My reasoning here is that doing the replace in the where clause may cause
SQL to ignore the postcode index.

Regards
Alan

[quoted text, click to view]
Re: How do I speed up this query ? (1.7M table entries) Wangkhar NO[at]SPAM yahoo.com
4/21/2004 7:34:01 AM
Maybe try

create table Postcodes (
Postcode varchar(8) not null primary key nonclustered,
Northing int not null default 0,
Easting int not null default 0
)
go
create clustered index ix_postcodes on Postcodes(Northing,Easting)
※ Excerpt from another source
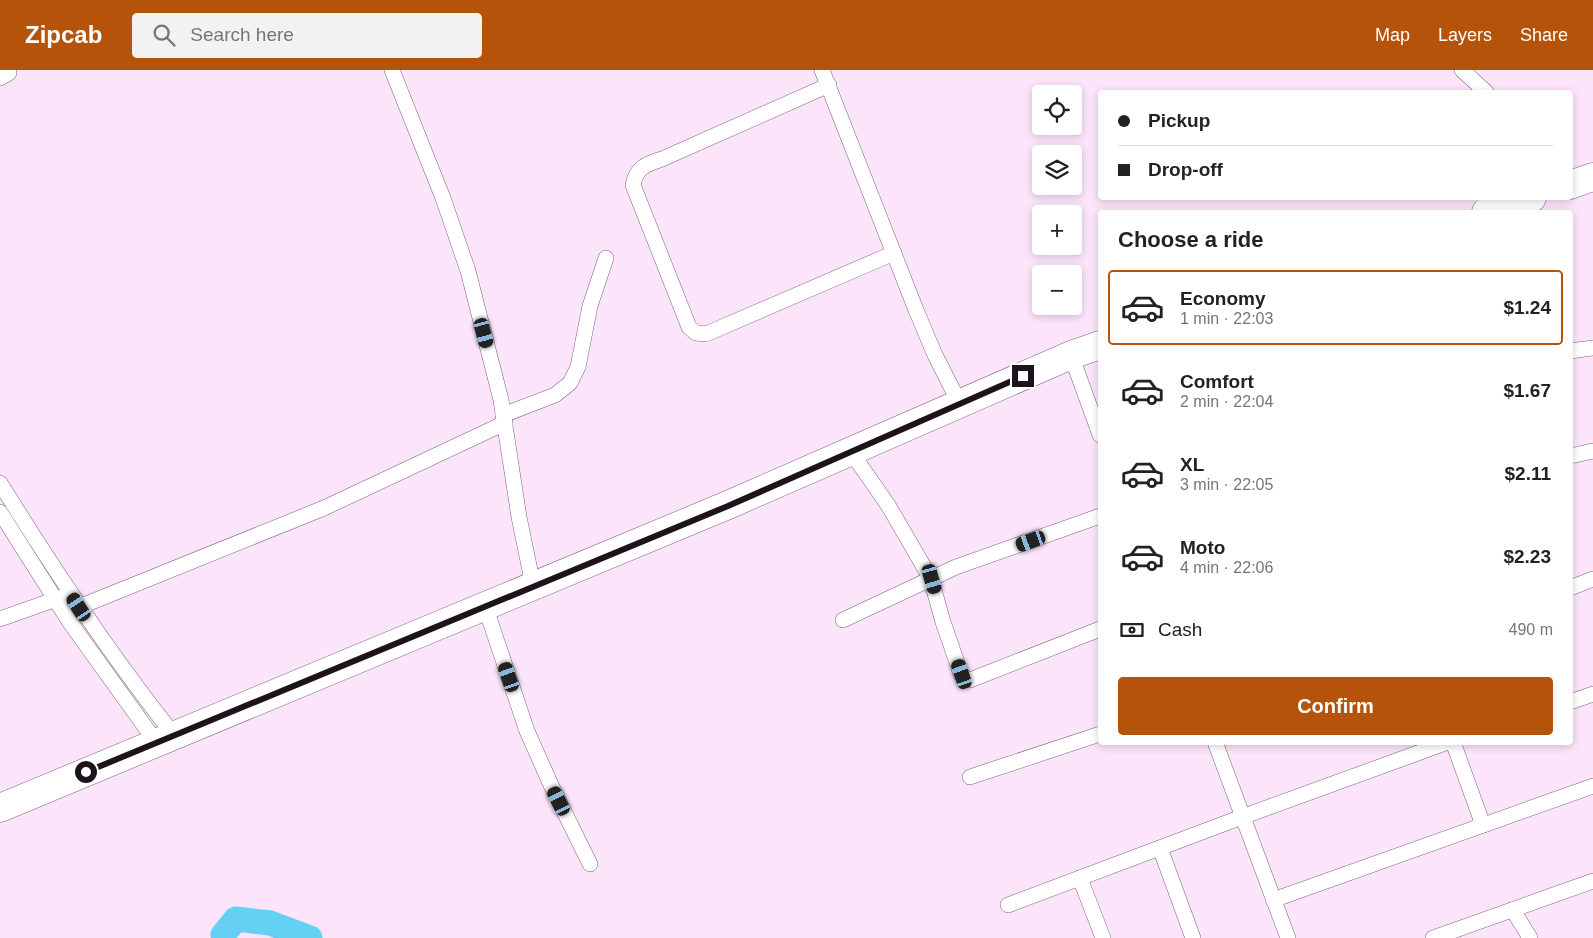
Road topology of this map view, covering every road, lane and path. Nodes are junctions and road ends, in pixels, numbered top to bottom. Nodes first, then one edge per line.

create procedure NearPostcodes
@postcode varchar(8),
@distance int
as
begin
declare @n int
declare @e int
select @n=Northing, @e=Easting
from Postcodes
where Postcode=upper(replace(@postcode,' ',''))

select PostCode, Distance
from
( select Postcode, sqrt(((Northing-@n)*(Northing-@n)) +
((Easting-@e)*(Easting-@e))) as Distance
from Postcodes
where Northing between (@n - @distance) and (@n + @distance)
and Easting between (@e - @distance) and (@e + @distance)
)x
where Distance < @distance
order by Distance, Postcode

end
go

Might be worth a go?



[quoted text, click to view]
Re: How do I speed up this query ? (1.7M table entries) Alan Silver
4/21/2004 11:48:06 AM
In article <3f51d1de.0404202248.32dffad4@posting.google.com>, Alan
<ambradnum@hotmail.com> writes
[quoted text, click to view]

See below. I tried this after the other suggestion, so will comment
second.

[quoted text, click to view]

It occurred to me when reading your post that the replace and upper are
redundant as I converted all the data when I created the table. I did
what you suggested and just converted the parameter once (obvious
really) and that knocked one second off the execution time, from 7 down
to 6.

I then changed the decimals to ints and this brought it down to three
seconds !! Not bad from the 60 seconds of my original version and 20
seconds for my optimised version.

Thanx very much for the suggestions. Please feel free to make any more
that might bring it down even further. At the moment I just have a
unique constraint on the postcode field and no constraints, clusters,
etc on the others. Not sure if anything would help.

Thanx again

[quoted text, click to view]

--
Alan Silver
(anything added below this line is nothing to do with me)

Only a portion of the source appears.